In the midst of writing his best-selling memoir, Pete Hamill reached out to siblings Tom and Kathleen, hoping for the answer to a lingering question from their Brooklyn childhood: In the local candy store, Foppiano's, what exactly was in the racks between the Life Savers and the Hershey Bars?
"It was a big debate, going back and forth, to get it straight," recounts Hamill, laughing at the memory. "Because, I think when the details are straight, it brings the story to life for people who were never there."
Those defining details are intrinsic to Hamill's latest novel, "North River," in which he spins an offbeat New York love story set against the hard times of the Depression and the harsh winds off the waters of the Hudson River on Manhattan's West Side.
Hamill, in his tale, treated the Greenwich Village setting (with its immigrants, indigents and assorted idiosyncrasies) as one of the characters.
"I did," he acknowledges over breakfast inside a midtown Manhattan diner. "And when I say that, I don't mean that there's a monolithic New York. There's no one New York. There's multiple New Yorks. ... Anybody who sits and says, `I know New York' is from out of town."
Hamill, 72, speaks between bites of an English muffin and sips of black coffee, sunlight splashing from a skylight across a beard long gone gray and a face lined by a lifetime in his hometown. He's the oldest of seven children from Irish immigrants, and setting his novel in 1934 provided a glimpse of his parents' existence.
"Reading about it, what touches me - and by 1940, my father was making $19 a week - was the lack of self-pity," says the author. "You couldn't feel sorry for yourself, which didn't mean some people didn't. But the lack of self pity ..."
It's an attitude reflected in the novel's protagonist, Dr. James Delaney, a World War I veteran with a missing wife, a missing daughter and a grandson who appears on his Horatio Street doorstep one snowy day. Delaney, to Hamill, exemplifies the unsung heroes that populate the city's streets and subways.
"In my experience, growing up in Brooklyn and all that, the real tough guys didn't act tough," Hamill says. "They didn't talk tough. They were tough, you know? I think about these politicians who try to pose as tough guys - it makes me laugh.
"Imagine walking down the street in Brooklyn and meeting Dick Cheney. Would you cross the street?"
Hamill launched his career with the New York Post in 1960, and rarely stopped writing since. He worked as a columnist with the Post, the Daily News and New York Newsday.
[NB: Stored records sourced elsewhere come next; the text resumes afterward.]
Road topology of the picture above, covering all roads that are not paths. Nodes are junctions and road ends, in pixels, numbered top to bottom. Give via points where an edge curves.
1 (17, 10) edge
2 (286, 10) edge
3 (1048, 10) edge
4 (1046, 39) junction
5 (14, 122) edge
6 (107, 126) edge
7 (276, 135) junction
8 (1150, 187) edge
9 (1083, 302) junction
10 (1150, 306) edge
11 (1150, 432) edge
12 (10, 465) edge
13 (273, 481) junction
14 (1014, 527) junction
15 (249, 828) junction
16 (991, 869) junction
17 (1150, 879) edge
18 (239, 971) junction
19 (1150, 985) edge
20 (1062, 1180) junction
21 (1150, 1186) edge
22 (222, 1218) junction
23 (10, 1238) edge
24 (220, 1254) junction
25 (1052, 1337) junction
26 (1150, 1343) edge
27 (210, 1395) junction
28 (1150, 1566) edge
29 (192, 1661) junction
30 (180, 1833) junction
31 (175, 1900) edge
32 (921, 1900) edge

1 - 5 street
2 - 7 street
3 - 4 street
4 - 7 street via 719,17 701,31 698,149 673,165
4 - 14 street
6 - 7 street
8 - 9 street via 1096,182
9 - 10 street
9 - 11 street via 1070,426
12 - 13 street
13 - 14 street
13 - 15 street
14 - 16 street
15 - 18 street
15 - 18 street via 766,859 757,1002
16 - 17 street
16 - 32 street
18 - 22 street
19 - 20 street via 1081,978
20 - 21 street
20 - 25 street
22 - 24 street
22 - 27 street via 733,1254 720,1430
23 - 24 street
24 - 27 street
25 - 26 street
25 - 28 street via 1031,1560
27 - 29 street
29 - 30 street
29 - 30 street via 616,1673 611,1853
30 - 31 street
Mingled with his reporting from around the city and the globe were 10 novels, two short story collections, movie and television scripts.
"Pete is the authentic voice of working-class New York," says fellow Irish-American author Peter Quinn. "Combining Irish eloquence with Brooklyn realism, he's served as a voice for immigrants of all colors and a conscience for the entire city."
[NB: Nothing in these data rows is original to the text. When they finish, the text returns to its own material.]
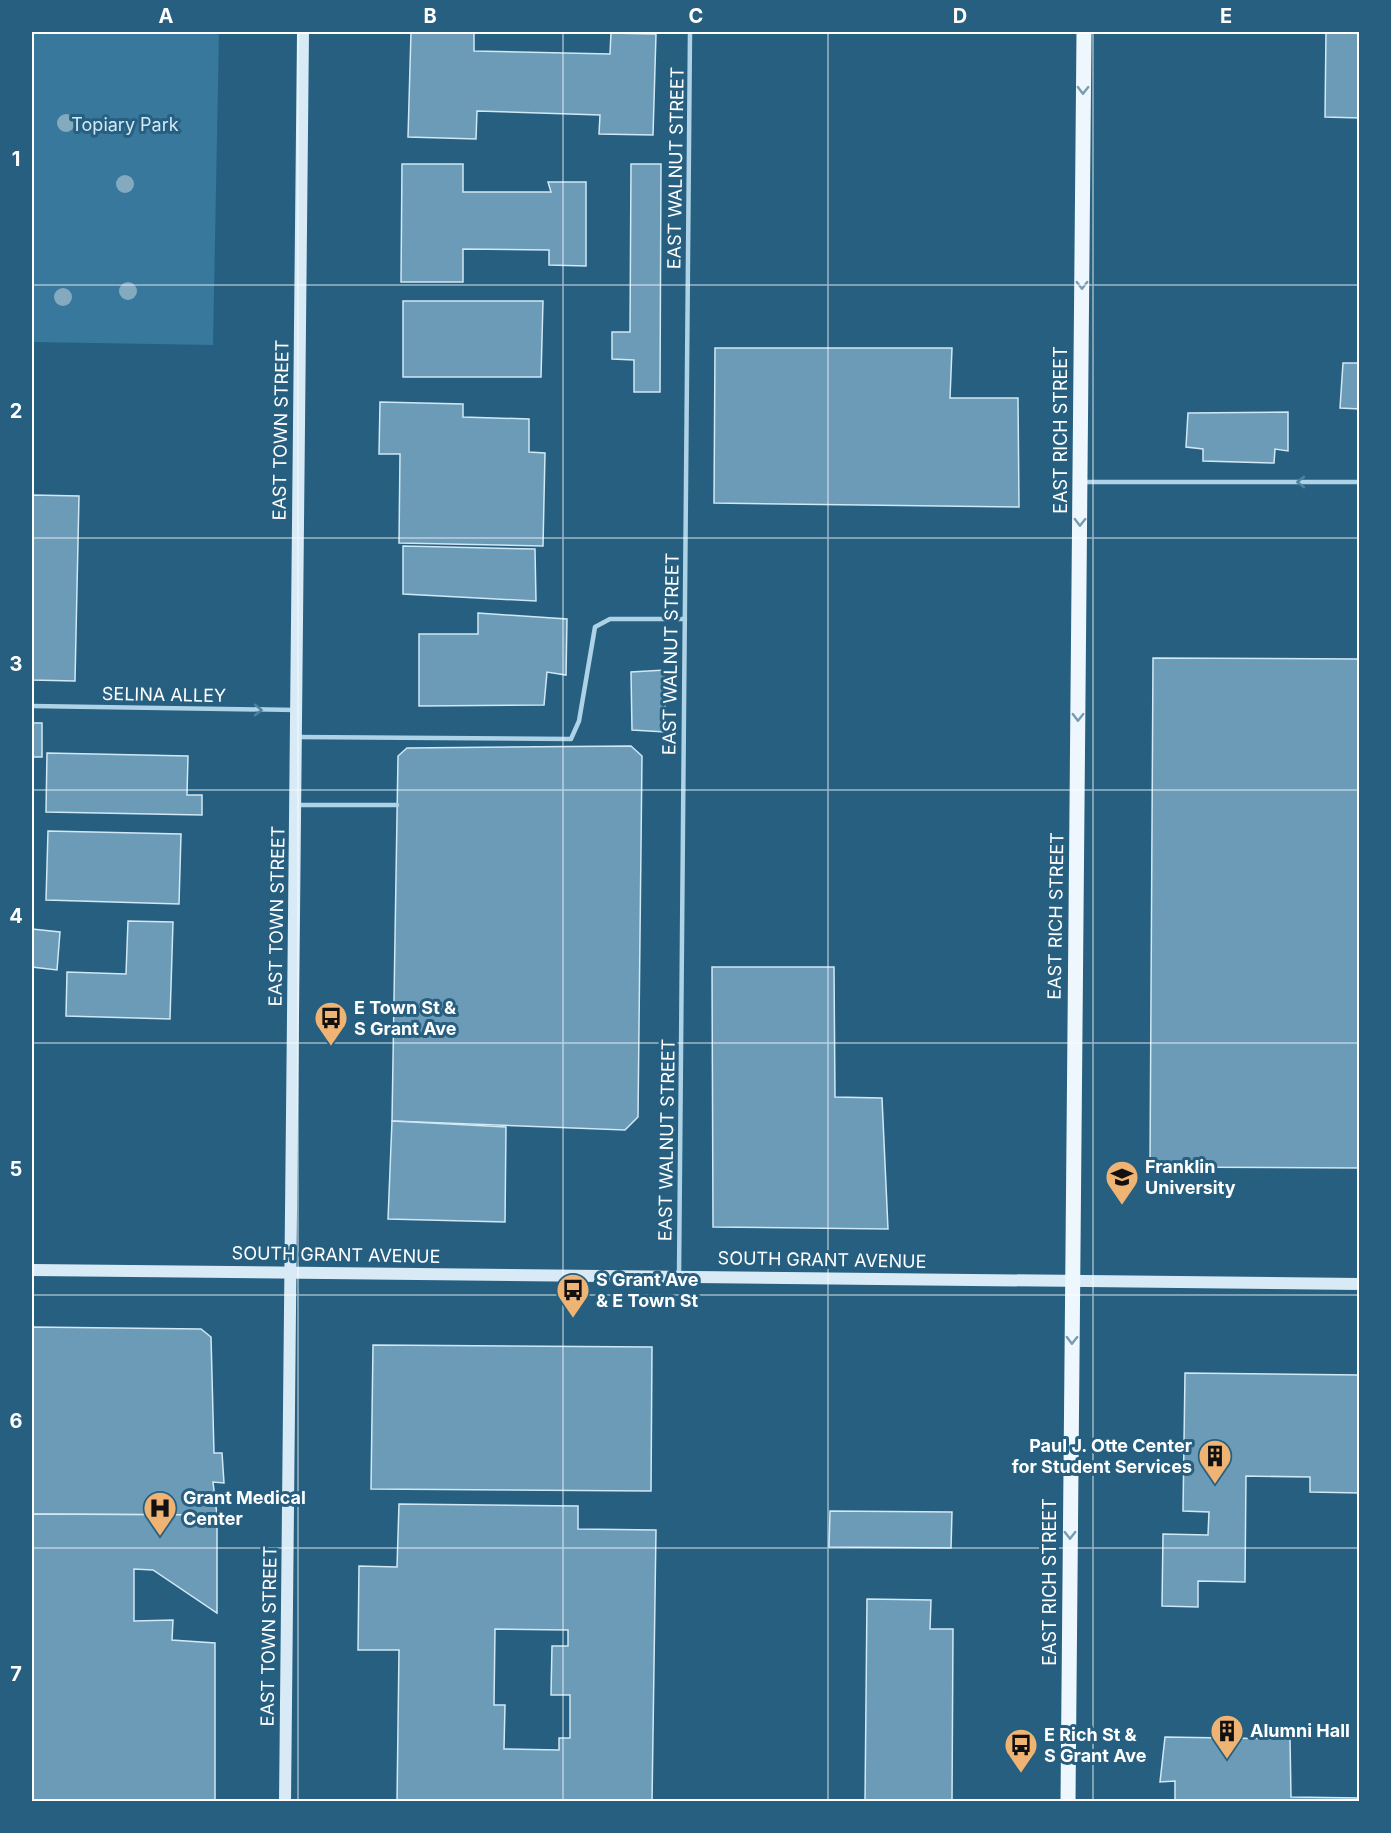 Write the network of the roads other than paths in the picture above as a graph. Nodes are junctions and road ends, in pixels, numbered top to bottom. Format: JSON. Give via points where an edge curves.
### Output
{"nodes":[{"id":1,"x":303,"y":32,"type":"edge"},
{"id":2,"x":690,"y":32,"type":"edge"},
{"id":3,"x":1084,"y":32,"type":"edge"},
{"id":4,"x":1080,"y":482,"type":"junction"},
{"id":5,"x":1359,"y":482,"type":"edge"},
{"id":6,"x":685,"y":619,"type":"junction"},
{"id":7,"x":32,"y":706,"type":"edge"},
{"id":8,"x":296,"y":710,"type":"junction"},
{"id":9,"x":296,"y":736,"type":"junction"},
{"id":10,"x":296,"y":805,"type":"junction"},
{"id":11,"x":397,"y":805,"type":"dead end"},
{"id":12,"x":32,"y":1270,"type":"edge"},
{"id":13,"x":292,"y":1273,"type":"junction"},
{"id":14,"x":679,"y":1277,"type":"junction"},
{"id":15,"x":1073,"y":1281,"type":"junction"},
{"id":16,"x":1359,"y":1284,"type":"edge"},
{"id":17,"x":285,"y":1802,"type":"edge"},
{"id":18,"x":1068,"y":1802,"type":"edge"}],
"edges":[{"from":1,"to":8,"type":"street","name":"EAST TOWN STREET"},
{"from":2,"to":6,"type":"lane","name":"EAST WALNUT STREET"},
{"from":3,"to":4,"type":"main road","name":"EAST RICH STREET","one_way":true},
{"from":5,"to":4,"type":"lane","one_way":true},
{"from":4,"to":15,"type":"main road","name":"EAST RICH STREET","one_way":true},
{"from":6,"to":9,"type":"lane","via":[[610,619],[595,627],[579,721],[571,739]]},
{"from":6,"to":14,"type":"lane","name":"EAST WALNUT STREET"},
{"from":7,"to":8,"type":"lane","name":"SELINA ALLEY","one_way":true},
{"from":8,"to":9,"type":"street","name":"EAST TOWN STREET"},
{"from":9,"to":10,"type":"street","name":"EAST TOWN STREET"},
{"from":10,"to":11,"type":"lane"},
{"from":10,"to":13,"type":"street","name":"EAST TOWN STREET"},
{"from":12,"to":13,"type":"street","name":"SOUTH GRANT AVENUE"},
{"from":13,"to":14,"type":"street","name":"SOUTH GRANT AVENUE"},
{"from":13,"to":17,"type":"street","name":"EAST TOWN STREET"},
{"from":14,"to":15,"type":"street","name":"SOUTH GRANT AVENUE"},
{"from":15,"to":16,"type":"street","name":"SOUTH GRANT AVENUE"},
{"from":15,"to":18,"type":"main road","name":"EAST RICH STREET","one_way":true}]}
Hamill's 1994 memoir, "A Drinking Life," landed on The New York Times list of best sellers for 13 weeks. And though that book, too, dealt with New York past, Hamill is fast to say that he's a fan of the city's 21st-century incarnation.
"I know it's a cliche, but I kind of like this era now," he says. "It's like certain things that are not resolved are on their way to being resolved. Race - it's not as bitter as it once was."
But Hamill, old enough to remember watching Jackie Robinson breaking baseball's color barrier, acknowledges that his childhood days remain a permanent part of his city DNA.
"Part of my head will always be in the years after World War II - the five years before Korea started," Hamill says. "I was 10 - from age 10 to 15. It was a great big wonderful town. I saw my first Broadway show when I was 11, to see `Hamlet.' And I had no idea what ... they were talking about. But I knew it was tremendous."
What Hamill can't remember he's quick to research - hence the family discussion over Brooklyn candy store displays from a half-century ago.
"You've got to be very accurate," he explains. "You can't have the Henry Steele Commager (history book) on your desk to the left and type it in. You've got to let it marinate, so that it becomes memory."
And if memory fails, there's always someone to remind you. Hamill recalls bumping into an old friend at a book-signing for his 1997 novel, "Snow in August." The book's setting was Brooklyn circa 1947; the signing was, appropriately, held at the New-York Historical Society.
The friend, now a city police lieutenant, allowed that he'd read Hamill's book.
"I said, `What do you think?'" Hamill says. "He said, `You got the pool room on the wrong side of the street.' I said, `Eddie, it's a novel. ...' He's putting me on, obviously. But he wanted me to know he read it carefully.
"And the pool room was on the wrong side of the street."